**** Records to use

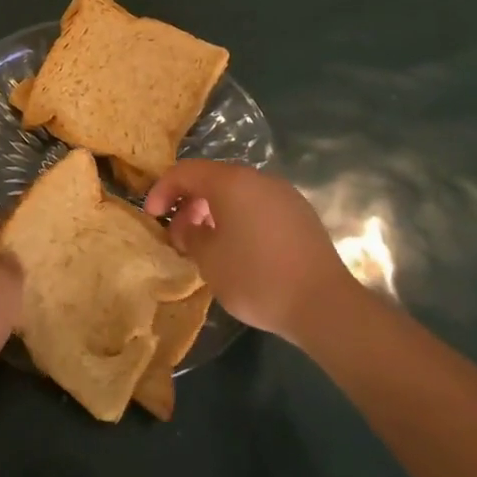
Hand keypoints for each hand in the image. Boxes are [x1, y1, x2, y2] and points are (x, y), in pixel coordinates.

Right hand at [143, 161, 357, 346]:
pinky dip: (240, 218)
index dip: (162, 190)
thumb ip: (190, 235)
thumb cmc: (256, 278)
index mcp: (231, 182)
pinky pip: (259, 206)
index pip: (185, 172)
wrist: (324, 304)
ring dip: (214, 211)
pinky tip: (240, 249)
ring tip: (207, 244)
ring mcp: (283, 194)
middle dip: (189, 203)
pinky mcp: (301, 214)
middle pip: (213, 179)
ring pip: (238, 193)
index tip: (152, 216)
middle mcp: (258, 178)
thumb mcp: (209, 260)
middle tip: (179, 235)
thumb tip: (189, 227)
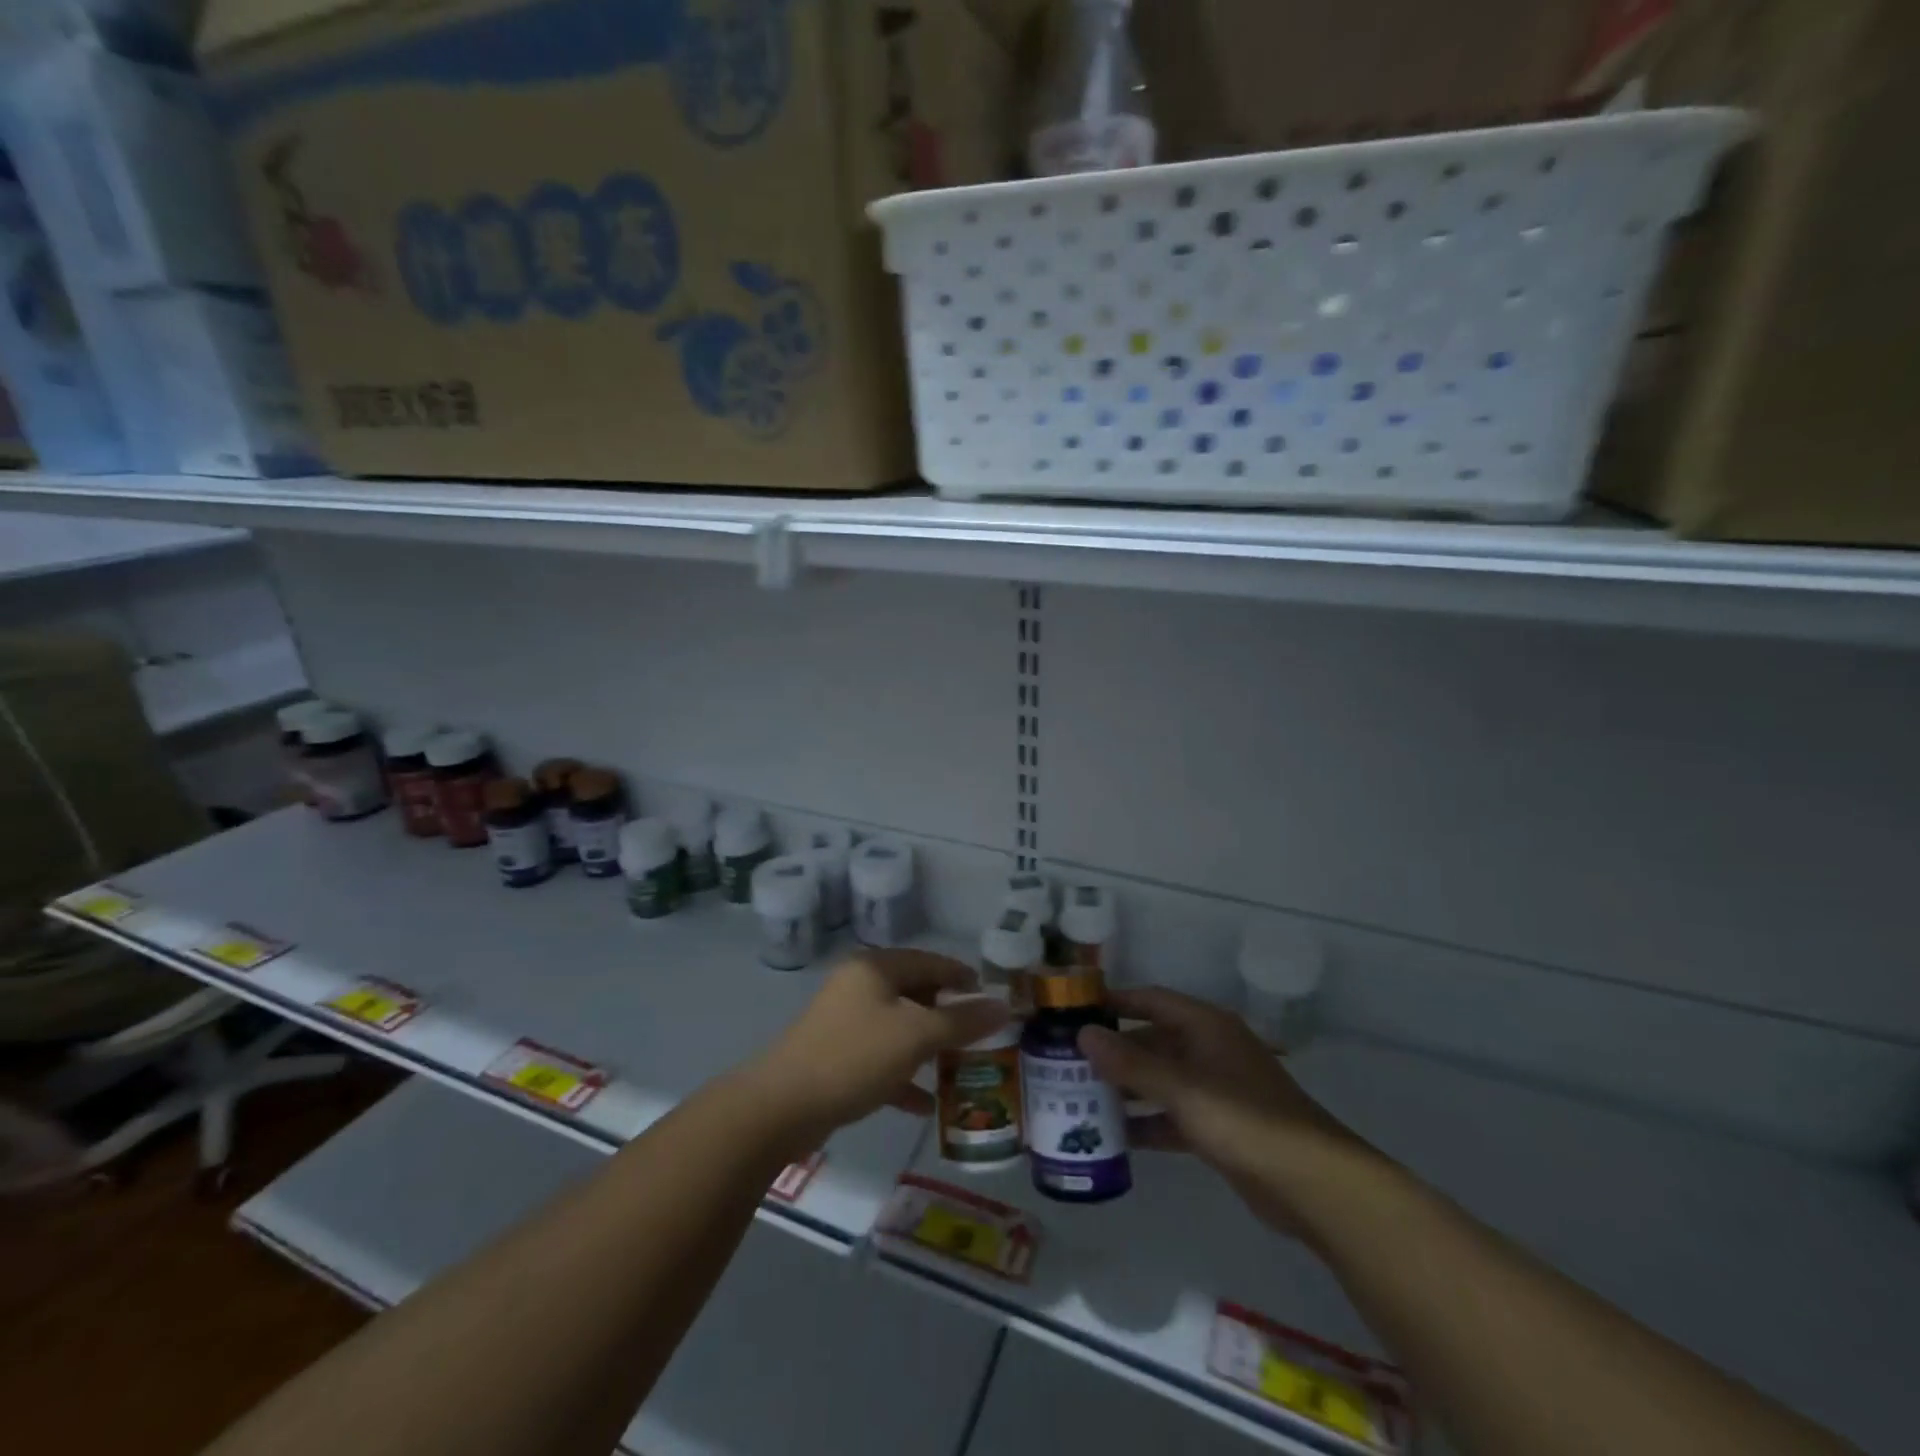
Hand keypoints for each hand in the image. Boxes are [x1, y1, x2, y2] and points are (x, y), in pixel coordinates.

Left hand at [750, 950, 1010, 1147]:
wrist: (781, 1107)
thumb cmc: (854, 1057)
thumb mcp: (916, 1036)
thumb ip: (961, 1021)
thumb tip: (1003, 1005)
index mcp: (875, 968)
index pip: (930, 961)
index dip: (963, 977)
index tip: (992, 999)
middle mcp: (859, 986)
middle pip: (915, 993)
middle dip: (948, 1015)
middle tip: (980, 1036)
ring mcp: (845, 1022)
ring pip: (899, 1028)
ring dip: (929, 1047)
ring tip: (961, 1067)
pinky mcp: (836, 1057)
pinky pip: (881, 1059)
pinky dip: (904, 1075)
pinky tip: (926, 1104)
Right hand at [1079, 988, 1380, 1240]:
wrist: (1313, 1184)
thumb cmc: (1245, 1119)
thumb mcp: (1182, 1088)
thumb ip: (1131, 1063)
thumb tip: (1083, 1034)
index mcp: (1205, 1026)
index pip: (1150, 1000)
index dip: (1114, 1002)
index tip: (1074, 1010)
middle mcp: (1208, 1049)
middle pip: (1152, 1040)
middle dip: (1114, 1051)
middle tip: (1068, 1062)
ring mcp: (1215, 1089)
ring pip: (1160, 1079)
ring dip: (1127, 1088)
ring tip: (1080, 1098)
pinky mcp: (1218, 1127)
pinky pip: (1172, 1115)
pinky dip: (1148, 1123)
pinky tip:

********

What to do: For this exercise, return the records above in full and exactly, omitting the images.

Finished exercise:
Hand keypoints for each hand in the image. Boxes are [x1, y1, x2, y2] and points are (x, y), in pixel coordinates.

Right hand at [143, 161, 357, 346]:
pinky dip: (240, 218)
index dip: (162, 190)
thumb ip: (190, 235)
thumb cmc: (256, 278)
index mcp: (231, 182)
pinky pip: (259, 206)
index pip: (185, 172)
wrist: (324, 304)
ring dip: (214, 211)
pinky tip: (240, 249)
ring tip: (207, 244)
ring mcp: (283, 194)
middle dip: (189, 203)
pinky mcp: (301, 214)
middle pip: (213, 179)
ring pip: (238, 193)
index tip: (152, 216)
middle mcp: (258, 178)
thumb mcp: (209, 260)
middle tip: (179, 235)
thumb tip: (189, 227)
Hand keypoints for each hand in the image. Boxes are [x1, y1, x2, y2] and points are (x, y), in pixel coordinates.

Left hand at [750, 950, 1010, 1147]:
wrist: (781, 1107)
thumb cmc: (854, 1057)
thumb mcp: (916, 1036)
thumb ip: (961, 1021)
thumb tip: (1003, 1005)
index mcp: (875, 968)
index pip: (930, 961)
index dip: (963, 977)
index tip: (992, 999)
middle mcp: (859, 986)
middle pip: (915, 993)
middle dip: (948, 1015)
middle tip: (980, 1036)
ring mcp: (845, 1022)
ring pip: (899, 1028)
ring dip: (929, 1047)
ring tip: (961, 1067)
pinky mcp: (836, 1057)
pinky pip: (881, 1059)
pinky dip: (904, 1075)
pinky tip: (926, 1104)
Right hand at [1079, 988, 1380, 1240]:
wrist: (1313, 1184)
thumb cmc: (1245, 1119)
thumb mcp: (1182, 1088)
thumb ip: (1131, 1063)
thumb tip: (1083, 1034)
index mcp: (1205, 1026)
index pip: (1150, 1000)
index dip: (1114, 1002)
index tip: (1074, 1010)
middle mcp: (1208, 1049)
middle pip: (1152, 1040)
middle dip: (1114, 1051)
middle tip: (1068, 1062)
ring mcp: (1215, 1089)
ring pip: (1160, 1079)
ring dip: (1127, 1088)
ring tip: (1080, 1098)
pinky mcp: (1218, 1127)
pinky pip: (1172, 1115)
pinky dip: (1148, 1123)
pinky tip:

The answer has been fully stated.